When ligament laxity is due to hereditary factors, a skilled practitioner will advise the client to avoid hyperextending their joints, to work on developing and maintaining good skeletal alignment and posture, and to keep their body physically strong. When the laxity is due to adhesive scar tissue resulting from an accident or injury, the therapist will work to locate this tissue and suggest treatment to eliminate or diminish it so that further injury can be avoided. Such treatment might include friction therapy, myofascial work, stretching, fitness training, massage, injection therapy and so forth.
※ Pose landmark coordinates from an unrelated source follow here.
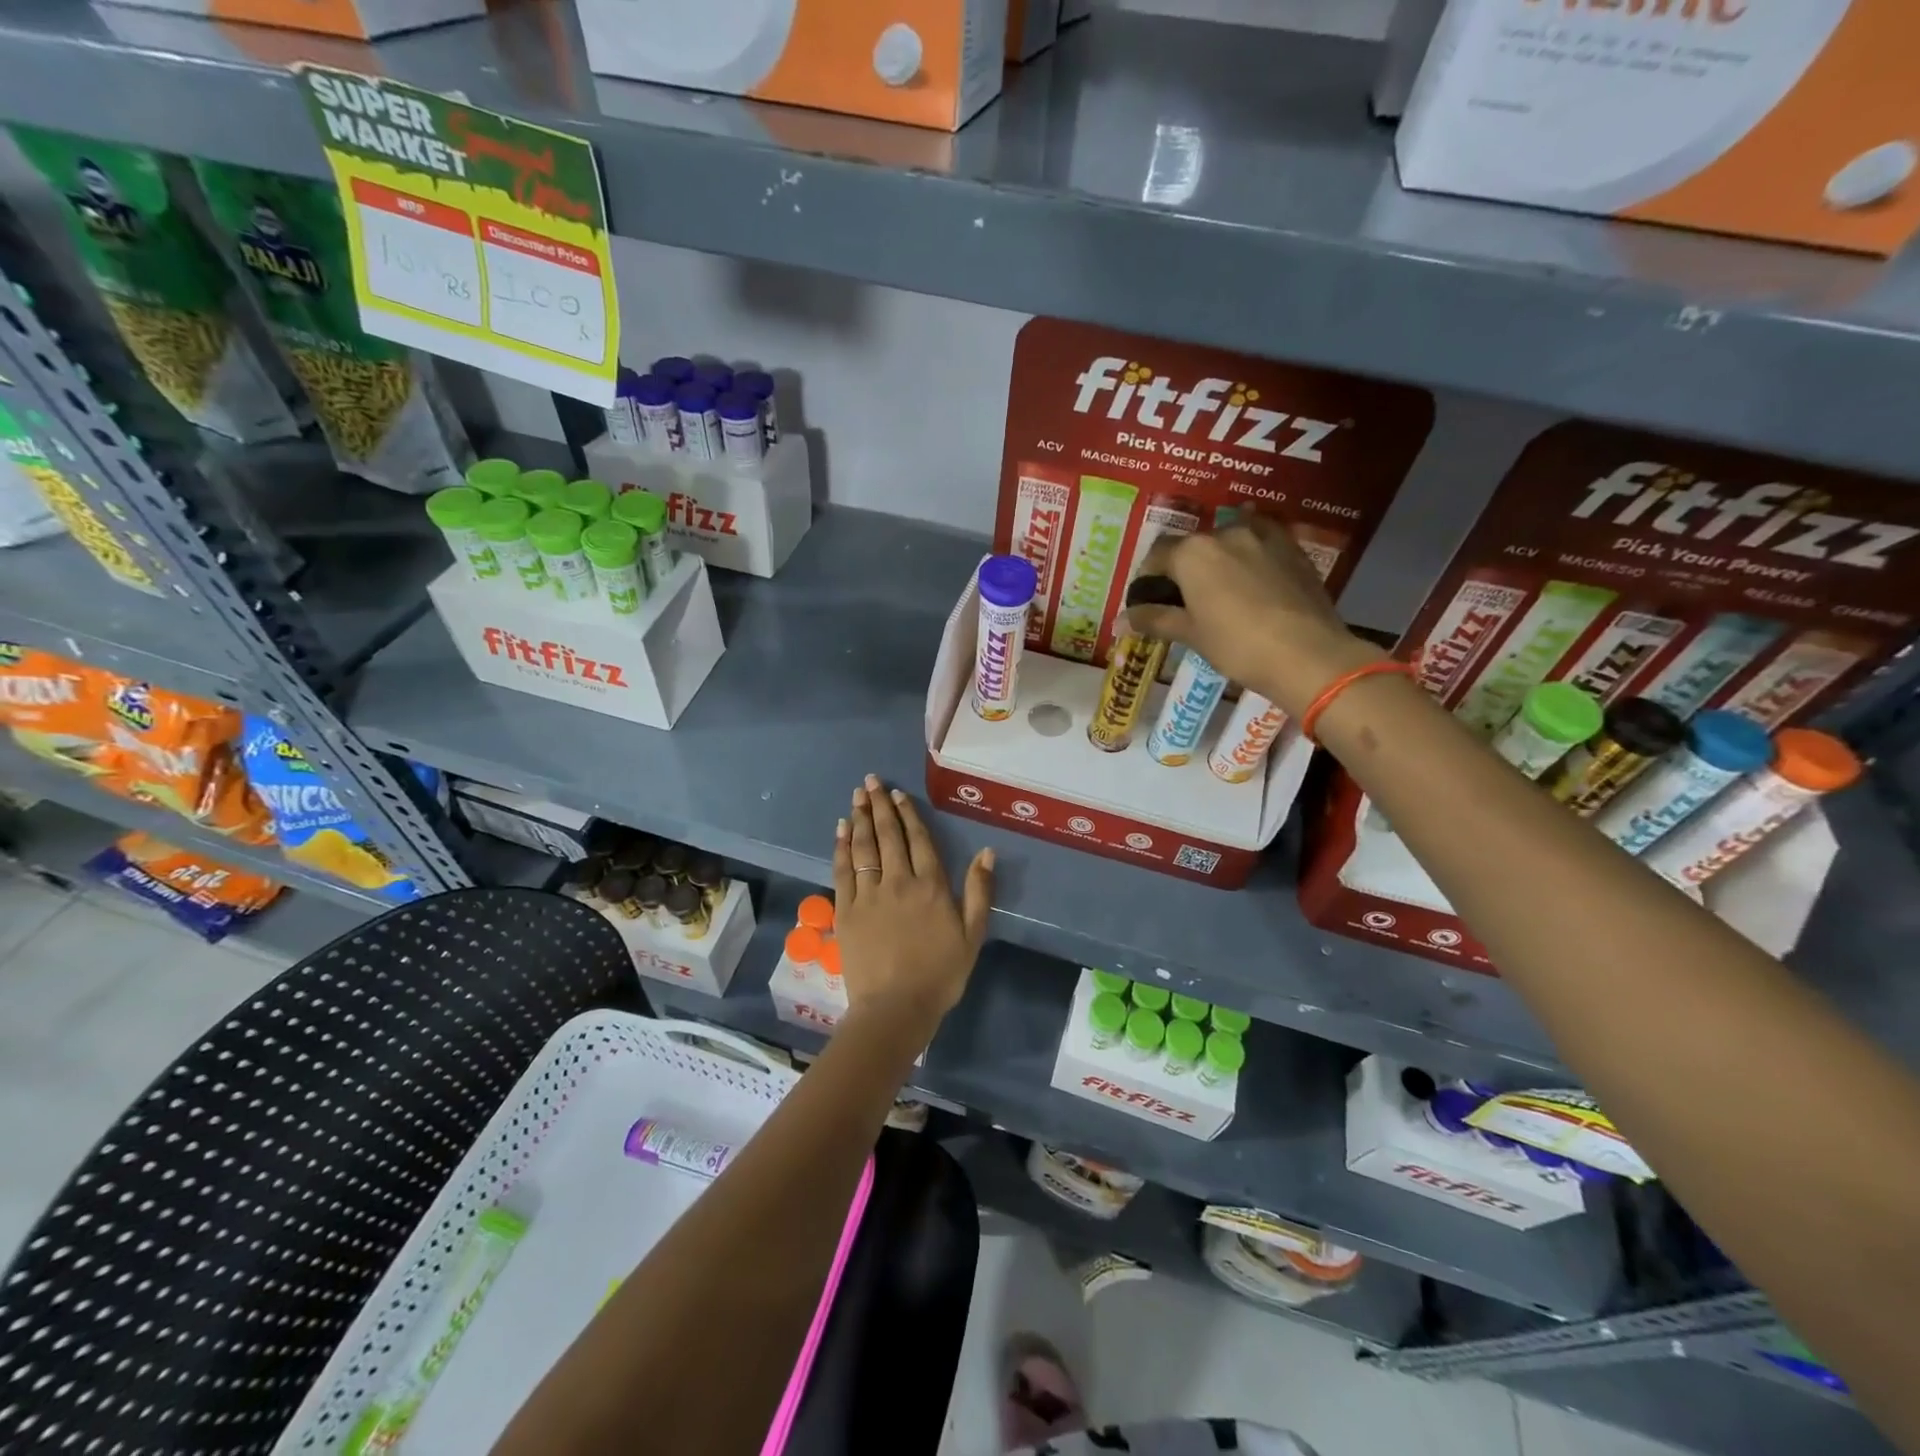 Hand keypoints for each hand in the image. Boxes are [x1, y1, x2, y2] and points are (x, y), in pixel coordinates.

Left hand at [833, 775, 993, 1039]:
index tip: (897, 794)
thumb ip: (979, 891)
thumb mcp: (972, 934)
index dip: (907, 813)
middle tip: (870, 781)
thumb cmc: (940, 973)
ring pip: (863, 846)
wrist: (896, 1007)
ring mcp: (869, 894)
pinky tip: (841, 829)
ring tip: (856, 795)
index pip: (918, 839)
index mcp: (931, 886)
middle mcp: (898, 881)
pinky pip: (843, 870)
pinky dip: (841, 847)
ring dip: (859, 818)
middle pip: (887, 835)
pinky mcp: (846, 909)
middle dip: (879, 805)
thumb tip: (987, 851)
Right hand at [1127, 516, 1380, 715]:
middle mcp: (1225, 533)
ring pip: (1229, 540)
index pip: (1157, 555)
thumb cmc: (1237, 645)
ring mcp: (1263, 536)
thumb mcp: (1191, 634)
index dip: (1148, 578)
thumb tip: (1119, 621)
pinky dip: (1249, 557)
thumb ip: (1154, 619)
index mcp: (1192, 552)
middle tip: (1186, 600)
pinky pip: (1261, 544)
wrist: (1307, 654)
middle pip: (1193, 545)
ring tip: (1221, 590)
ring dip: (1218, 559)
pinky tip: (1252, 581)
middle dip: (1184, 568)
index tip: (1150, 601)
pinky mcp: (1292, 547)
Direct vs. Indirect Causes of Pain
A comprehensive plan of treatment must address not only the direct cause of a client's pain, but also any indirect causes. Direct causes of pain are physical injuries, such as strained fibers of a tendon, an inflammation of the bursa, a disc compressing a nerve and so on. When you relieve that problem, the pain disappears. Indirect causes of pain are the contributing factors that predisposed the person to become injured. For example, an exaggerated kyphosis in the thoracic spine makes it difficult to raise the arm overhead without some strain; the last 15 degrees of this movement occurs in the thorax. In a person with a thoracic kyphosis, this condition might be an indirect cause of a shoulder tendon strain. Similarly, poor knee and foot alignment in a young athlete might be the indirect cause of a sprained ankle. Simply improving the person's alignment would not make the injury go away; however, following successful treatment of the ankle, it would help prevent future injuries from occurring.
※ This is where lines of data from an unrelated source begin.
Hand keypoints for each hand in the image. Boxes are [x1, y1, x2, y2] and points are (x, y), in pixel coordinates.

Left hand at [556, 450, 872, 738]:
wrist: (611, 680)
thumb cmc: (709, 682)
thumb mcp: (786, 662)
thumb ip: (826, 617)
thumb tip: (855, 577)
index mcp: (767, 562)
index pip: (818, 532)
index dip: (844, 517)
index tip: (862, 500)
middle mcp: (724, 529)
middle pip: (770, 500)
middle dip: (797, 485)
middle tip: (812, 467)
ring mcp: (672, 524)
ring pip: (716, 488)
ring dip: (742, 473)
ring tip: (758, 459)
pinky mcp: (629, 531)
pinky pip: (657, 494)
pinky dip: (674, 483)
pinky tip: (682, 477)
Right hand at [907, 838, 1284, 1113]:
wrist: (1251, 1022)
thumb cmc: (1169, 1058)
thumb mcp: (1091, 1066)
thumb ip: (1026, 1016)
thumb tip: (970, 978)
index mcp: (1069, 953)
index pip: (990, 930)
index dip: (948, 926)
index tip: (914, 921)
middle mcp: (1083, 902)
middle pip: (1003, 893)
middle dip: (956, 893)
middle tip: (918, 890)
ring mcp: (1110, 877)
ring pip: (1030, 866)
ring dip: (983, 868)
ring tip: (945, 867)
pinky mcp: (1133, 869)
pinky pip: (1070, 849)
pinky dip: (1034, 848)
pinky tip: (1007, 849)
Referred pain is pain felt at a distance from the source — for instance, pain from a neck injury that is felt in the shoulder or all the way from the shoulder to the hand, or pain from a low back injury that is experienced only in the thigh or low leg. We learn from orthopedic medicine that no matter where referred pain originates, it follows four basic guidelines:
Referred pain creates confusion for many healthcare practitioners. However, once you learn about the specific patterns in which particular injuries refer pain, the confusion quickly diminishes. For example, the sacrotuberous ligament in the pelvis refers pain down the back of the thigh and calf and into the heel, the gluteus medius muscle refers pain to the lateral calf, and the TP7 ligament (intertransverse ligament at C7) refers pain down one side of the lower neck to the medial border of the scapula.